> **THE TASK**:
Copy out, exactly as written, only the line containing "Build a routing" and the lines after it through the end of the records.

-- Opening Marker --

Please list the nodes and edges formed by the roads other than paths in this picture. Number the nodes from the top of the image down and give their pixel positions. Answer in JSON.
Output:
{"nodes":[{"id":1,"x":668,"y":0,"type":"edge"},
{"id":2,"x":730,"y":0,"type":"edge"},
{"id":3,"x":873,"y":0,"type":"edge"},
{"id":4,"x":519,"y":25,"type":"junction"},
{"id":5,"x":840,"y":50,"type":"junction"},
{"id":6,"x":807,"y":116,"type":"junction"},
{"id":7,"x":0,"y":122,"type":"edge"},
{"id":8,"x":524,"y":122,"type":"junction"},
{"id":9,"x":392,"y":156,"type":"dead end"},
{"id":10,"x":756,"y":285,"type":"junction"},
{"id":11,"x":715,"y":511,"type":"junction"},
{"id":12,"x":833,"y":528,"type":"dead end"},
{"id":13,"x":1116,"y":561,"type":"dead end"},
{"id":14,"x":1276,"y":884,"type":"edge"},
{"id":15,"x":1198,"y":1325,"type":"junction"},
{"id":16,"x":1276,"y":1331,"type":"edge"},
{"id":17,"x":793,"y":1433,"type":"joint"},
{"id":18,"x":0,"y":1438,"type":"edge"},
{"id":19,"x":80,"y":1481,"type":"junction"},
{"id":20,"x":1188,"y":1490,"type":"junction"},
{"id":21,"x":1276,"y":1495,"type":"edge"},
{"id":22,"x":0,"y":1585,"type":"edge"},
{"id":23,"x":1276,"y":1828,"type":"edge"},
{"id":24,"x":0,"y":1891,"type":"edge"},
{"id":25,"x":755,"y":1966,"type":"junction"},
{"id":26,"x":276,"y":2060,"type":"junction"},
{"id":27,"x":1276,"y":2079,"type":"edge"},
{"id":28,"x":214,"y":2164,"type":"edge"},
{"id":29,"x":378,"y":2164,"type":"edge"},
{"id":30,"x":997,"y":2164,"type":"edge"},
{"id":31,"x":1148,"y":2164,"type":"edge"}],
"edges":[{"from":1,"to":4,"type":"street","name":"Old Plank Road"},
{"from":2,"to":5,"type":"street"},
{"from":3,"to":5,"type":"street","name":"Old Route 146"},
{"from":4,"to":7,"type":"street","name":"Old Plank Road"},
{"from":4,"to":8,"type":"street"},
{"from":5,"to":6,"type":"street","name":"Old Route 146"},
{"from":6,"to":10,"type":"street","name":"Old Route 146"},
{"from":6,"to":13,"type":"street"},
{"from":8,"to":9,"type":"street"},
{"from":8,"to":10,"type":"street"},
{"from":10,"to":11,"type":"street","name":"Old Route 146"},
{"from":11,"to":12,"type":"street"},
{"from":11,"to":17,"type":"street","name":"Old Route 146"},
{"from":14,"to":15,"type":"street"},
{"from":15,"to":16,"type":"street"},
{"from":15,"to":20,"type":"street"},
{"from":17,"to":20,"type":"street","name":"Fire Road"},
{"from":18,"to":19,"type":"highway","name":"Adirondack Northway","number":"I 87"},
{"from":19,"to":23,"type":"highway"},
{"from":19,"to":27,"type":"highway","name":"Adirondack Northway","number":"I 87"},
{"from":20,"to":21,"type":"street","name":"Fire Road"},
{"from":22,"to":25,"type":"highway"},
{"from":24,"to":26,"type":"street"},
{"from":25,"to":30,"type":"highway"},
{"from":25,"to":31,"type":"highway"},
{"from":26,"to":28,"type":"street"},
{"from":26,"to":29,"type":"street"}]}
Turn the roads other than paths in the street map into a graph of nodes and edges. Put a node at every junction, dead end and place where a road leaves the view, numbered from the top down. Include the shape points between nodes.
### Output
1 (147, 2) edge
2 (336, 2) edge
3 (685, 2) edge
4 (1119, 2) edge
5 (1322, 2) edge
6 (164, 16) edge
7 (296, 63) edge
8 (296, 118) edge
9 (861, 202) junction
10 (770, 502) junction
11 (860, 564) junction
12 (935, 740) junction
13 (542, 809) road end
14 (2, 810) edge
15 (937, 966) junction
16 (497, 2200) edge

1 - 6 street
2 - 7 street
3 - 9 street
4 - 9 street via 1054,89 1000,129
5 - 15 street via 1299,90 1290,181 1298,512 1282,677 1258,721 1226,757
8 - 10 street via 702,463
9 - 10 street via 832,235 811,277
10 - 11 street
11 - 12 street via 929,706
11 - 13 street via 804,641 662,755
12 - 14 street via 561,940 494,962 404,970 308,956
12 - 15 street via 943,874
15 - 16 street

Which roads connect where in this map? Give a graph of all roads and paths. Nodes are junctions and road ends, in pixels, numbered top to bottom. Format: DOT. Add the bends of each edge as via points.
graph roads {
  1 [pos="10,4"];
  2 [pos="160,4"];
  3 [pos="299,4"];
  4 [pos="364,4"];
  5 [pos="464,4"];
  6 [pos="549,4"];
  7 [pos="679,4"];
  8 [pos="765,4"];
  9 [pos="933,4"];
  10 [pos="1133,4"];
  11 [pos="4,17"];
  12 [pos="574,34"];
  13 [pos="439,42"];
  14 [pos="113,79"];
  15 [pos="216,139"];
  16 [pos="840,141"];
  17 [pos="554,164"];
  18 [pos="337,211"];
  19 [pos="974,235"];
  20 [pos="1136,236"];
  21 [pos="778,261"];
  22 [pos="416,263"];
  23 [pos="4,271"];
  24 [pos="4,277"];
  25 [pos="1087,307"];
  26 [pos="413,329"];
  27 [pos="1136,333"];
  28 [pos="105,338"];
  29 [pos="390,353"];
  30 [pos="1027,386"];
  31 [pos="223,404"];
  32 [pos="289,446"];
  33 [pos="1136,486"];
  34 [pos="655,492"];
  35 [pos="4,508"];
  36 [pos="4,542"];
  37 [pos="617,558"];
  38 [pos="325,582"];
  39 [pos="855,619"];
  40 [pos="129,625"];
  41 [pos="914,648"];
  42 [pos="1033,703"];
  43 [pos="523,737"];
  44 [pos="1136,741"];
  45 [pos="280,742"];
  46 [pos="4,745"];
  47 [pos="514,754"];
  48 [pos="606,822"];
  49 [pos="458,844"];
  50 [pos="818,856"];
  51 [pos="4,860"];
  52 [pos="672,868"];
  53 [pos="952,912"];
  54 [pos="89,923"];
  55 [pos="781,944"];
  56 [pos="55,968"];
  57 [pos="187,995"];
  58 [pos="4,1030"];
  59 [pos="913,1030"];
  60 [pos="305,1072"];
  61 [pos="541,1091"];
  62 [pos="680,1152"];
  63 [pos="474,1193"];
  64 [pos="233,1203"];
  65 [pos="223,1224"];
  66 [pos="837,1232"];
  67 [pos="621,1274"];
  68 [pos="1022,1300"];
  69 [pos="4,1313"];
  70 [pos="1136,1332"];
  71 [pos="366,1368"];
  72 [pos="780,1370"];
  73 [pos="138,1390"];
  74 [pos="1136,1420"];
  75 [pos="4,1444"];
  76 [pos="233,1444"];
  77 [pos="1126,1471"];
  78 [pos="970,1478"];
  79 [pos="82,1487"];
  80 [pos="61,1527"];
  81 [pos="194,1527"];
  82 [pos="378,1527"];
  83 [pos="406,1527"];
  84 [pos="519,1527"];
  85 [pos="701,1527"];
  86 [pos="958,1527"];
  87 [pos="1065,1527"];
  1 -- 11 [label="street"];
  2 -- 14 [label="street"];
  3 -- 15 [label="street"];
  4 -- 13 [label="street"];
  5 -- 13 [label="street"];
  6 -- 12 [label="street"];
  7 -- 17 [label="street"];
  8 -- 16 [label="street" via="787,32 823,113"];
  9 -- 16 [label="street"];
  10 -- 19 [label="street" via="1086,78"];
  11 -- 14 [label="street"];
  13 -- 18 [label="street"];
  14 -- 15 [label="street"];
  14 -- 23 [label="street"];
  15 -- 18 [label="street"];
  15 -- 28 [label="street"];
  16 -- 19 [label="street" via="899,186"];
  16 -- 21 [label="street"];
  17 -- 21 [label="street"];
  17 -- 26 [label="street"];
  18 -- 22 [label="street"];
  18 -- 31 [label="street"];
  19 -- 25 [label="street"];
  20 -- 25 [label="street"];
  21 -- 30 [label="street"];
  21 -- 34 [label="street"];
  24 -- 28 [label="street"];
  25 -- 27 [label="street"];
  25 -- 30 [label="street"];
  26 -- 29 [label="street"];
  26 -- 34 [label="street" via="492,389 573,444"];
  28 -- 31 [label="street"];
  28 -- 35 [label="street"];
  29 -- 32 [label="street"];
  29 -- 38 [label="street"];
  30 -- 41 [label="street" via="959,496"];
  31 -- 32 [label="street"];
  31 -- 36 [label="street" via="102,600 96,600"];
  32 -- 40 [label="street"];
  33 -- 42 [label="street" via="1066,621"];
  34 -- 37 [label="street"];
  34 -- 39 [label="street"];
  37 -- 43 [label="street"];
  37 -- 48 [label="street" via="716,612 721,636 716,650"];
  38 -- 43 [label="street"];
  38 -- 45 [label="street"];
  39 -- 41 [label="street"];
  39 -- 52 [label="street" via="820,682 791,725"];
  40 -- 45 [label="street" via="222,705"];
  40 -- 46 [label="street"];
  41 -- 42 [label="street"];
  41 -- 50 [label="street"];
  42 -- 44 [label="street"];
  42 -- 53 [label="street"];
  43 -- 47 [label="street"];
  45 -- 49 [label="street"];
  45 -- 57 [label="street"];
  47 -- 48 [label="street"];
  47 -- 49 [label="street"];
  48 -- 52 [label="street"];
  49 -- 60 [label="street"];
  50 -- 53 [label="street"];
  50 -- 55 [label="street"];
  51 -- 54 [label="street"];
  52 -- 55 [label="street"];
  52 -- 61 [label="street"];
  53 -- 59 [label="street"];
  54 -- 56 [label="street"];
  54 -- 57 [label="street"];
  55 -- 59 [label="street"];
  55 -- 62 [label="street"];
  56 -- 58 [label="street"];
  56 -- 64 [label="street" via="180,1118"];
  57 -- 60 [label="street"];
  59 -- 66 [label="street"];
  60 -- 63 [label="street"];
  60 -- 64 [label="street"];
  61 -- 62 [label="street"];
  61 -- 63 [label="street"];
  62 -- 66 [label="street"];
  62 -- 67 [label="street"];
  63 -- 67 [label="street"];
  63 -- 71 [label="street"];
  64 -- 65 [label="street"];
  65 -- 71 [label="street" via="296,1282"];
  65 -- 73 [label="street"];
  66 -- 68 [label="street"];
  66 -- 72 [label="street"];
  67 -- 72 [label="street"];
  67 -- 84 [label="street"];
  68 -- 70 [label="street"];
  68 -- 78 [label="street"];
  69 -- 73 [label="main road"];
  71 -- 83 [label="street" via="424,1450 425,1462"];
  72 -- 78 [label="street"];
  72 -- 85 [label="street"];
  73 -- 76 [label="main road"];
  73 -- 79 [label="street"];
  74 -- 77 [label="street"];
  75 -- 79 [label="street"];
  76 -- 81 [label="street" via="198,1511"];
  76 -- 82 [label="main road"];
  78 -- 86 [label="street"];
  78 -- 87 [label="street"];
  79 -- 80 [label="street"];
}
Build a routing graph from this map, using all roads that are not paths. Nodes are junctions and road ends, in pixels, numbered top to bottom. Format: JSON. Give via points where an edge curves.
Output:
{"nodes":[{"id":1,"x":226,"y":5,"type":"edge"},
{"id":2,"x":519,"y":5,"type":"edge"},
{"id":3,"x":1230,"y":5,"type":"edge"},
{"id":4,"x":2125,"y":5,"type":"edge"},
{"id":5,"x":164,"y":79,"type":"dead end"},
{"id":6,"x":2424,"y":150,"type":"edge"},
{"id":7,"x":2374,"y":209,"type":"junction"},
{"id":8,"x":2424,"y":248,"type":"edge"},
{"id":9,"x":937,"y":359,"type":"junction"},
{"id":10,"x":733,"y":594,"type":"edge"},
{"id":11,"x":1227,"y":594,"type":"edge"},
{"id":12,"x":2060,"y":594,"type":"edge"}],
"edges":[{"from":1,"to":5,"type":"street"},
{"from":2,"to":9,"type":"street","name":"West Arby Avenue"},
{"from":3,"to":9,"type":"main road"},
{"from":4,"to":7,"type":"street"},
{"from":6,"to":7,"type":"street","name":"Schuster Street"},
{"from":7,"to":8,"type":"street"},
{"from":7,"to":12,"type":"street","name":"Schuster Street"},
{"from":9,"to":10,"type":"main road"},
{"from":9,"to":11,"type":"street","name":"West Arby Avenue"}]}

-- Closing Marker --

> **SOLUTION BELOW**:
Build a routing graph from this map, using all roads that are not paths. Nodes are junctions and road ends, in pixels, numbered top to bottom. Format: JSON. Give via points where an edge curves.
Output:
{"nodes":[{"id":1,"x":226,"y":5,"type":"edge"},
{"id":2,"x":519,"y":5,"type":"edge"},
{"id":3,"x":1230,"y":5,"type":"edge"},
{"id":4,"x":2125,"y":5,"type":"edge"},
{"id":5,"x":164,"y":79,"type":"dead end"},
{"id":6,"x":2424,"y":150,"type":"edge"},
{"id":7,"x":2374,"y":209,"type":"junction"},
{"id":8,"x":2424,"y":248,"type":"edge"},
{"id":9,"x":937,"y":359,"type":"junction"},
{"id":10,"x":733,"y":594,"type":"edge"},
{"id":11,"x":1227,"y":594,"type":"edge"},
{"id":12,"x":2060,"y":594,"type":"edge"}],
"edges":[{"from":1,"to":5,"type":"street"},
{"from":2,"to":9,"type":"street","name":"West Arby Avenue"},
{"from":3,"to":9,"type":"main road"},
{"from":4,"to":7,"type":"street"},
{"from":6,"to":7,"type":"street","name":"Schuster Street"},
{"from":7,"to":8,"type":"street"},
{"from":7,"to":12,"type":"street","name":"Schuster Street"},
{"from":9,"to":10,"type":"main road"},
{"from":9,"to":11,"type":"street","name":"West Arby Avenue"}]}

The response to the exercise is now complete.